Maxine Beneba Clarke is an award-winning Australian writer of Afro-Caribbean descent.

 

Would that my country could be what you set your compass for. Freedom. Life truly lived.

 

Open arms for the persecuted. In the evilest of hours, safe harbour.

 

I – like so many here – think about you often. Not in five-minute evening-newscast first-world flash-guilt. Not through click-like hit-send temporary-hash-tag love. But un-fleetingly. Inescapably. Like the history of this land. Like truth. Like honesty. Like being.

 

You are both this country’s potential for greatness and compassion, and our piteous first-world shame.

 

I am sorry that you came to us for help, and we could not find it in ourselves to be what both of us needed. Strong. Rational. Compassionate. Brave. Kind. Generous. Smart.

 

I’m sorry we have not found, and are not searching hard enough, for a more just way. And I am sorry we have not demanded this of those who run our country – effectively at least.

 

I am sorry we have voted into office the heartless and the hopeless, time and again.

 

I am sorry we have incarcerated you and your kin, for hundreds upon hundreds of no-end-in-sight days.

 

I am sorry for your hell-on-earth. Both here, and that which you fled.

 

I am sorry the cries of we who care so much are not loud enough; not insistent enough; often go unheard.

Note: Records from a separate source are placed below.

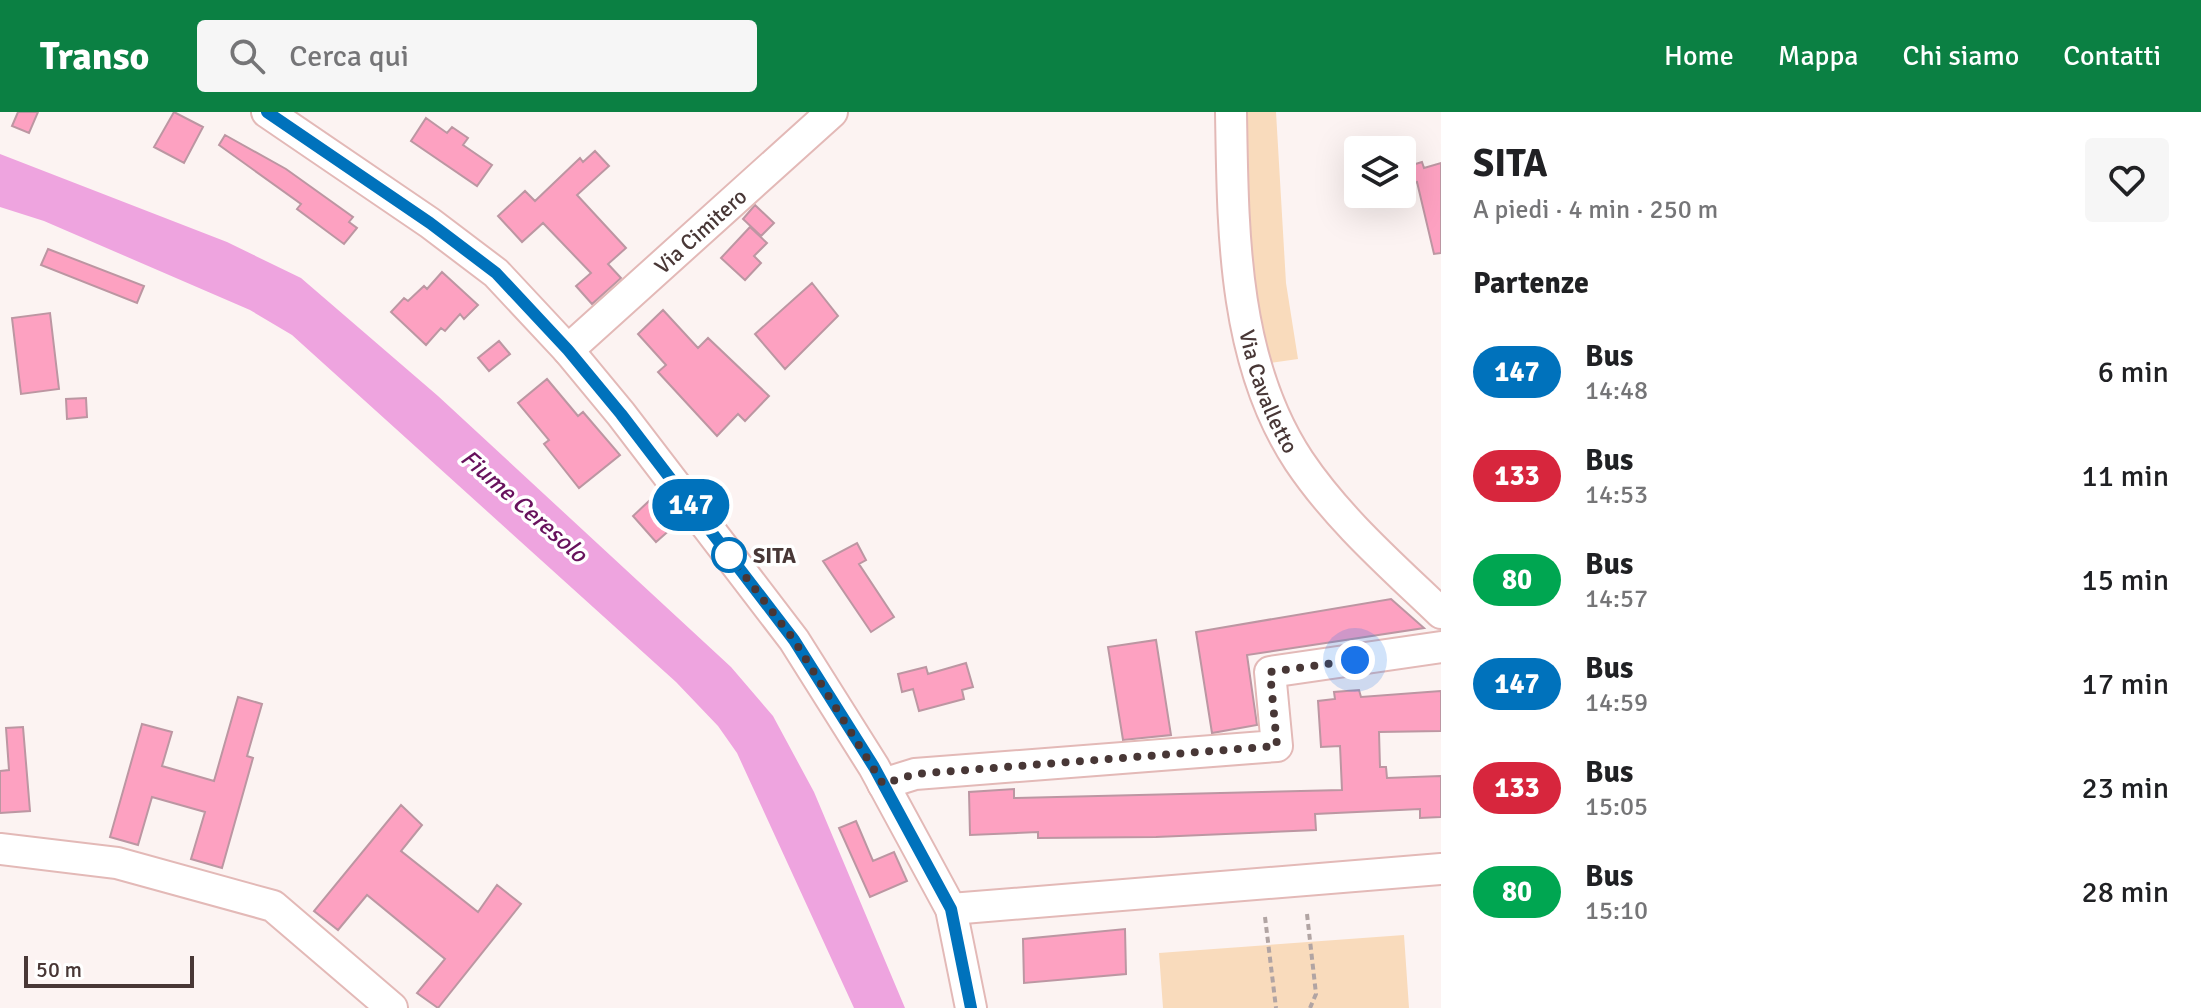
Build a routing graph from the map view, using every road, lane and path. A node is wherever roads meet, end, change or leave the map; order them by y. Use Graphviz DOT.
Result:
graph roads {
  1 [pos="267,112"];
  2 [pos="832,112"];
  3 [pos="1231,112"];
  4 [pos="568,350"];
  5 [pos="1441,613"];
  6 [pos="1441,647"];
  7 [pos="883,784"];
  8 [pos="0,849"];
  9 [pos="1441,869"];
  10 [pos="951,909"];
  11 [pos="1307,914"];
  12 [pos="1265,917"];
  13 [pos="392,1008"];
  14 [pos="971,1008"];
  15 [pos="1276,1008"];
  16 [pos="1310,1008"];
  1 -- 4 [label="street"];
  2 -- 4 [label="street, Via Cimitero"];
  3 -- 5 [label="street, Via Cavalletto"];
  4 -- 7 [label="street"];
  6 -- 7 [label="street"];
  7 -- 10 [label="street"];
  8 -- 13 [label="street"];
  9 -- 10 [label="street"];
  10 -- 14 [label="street"];
  11 -- 16 [label="path"];
  12 -- 15 [label="path"];
}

I am sorry for our fight-tiredness, which by comparison is not any kind of tiredness at all.

 

I know not what you’ve run from, nor how the journey has been. But I choose to believe there is hope for you, in this beautiful, ancient black land. This land, scorched and song-lined and stolen. Still bitter with hatred, and misunderstanding. Wide, and rich, and bounteous. But unequal, unjust and afraid. This warm, wise multi-culture: haphazard and eager and bright. This bloody-historied homeland. We will somehow put things right.

 

I – and so many – we are the country you set your compass for.

 

We are freedom. Life truly lived. Open arms, for the persecuted. And in the evilest of hours, safe harbour.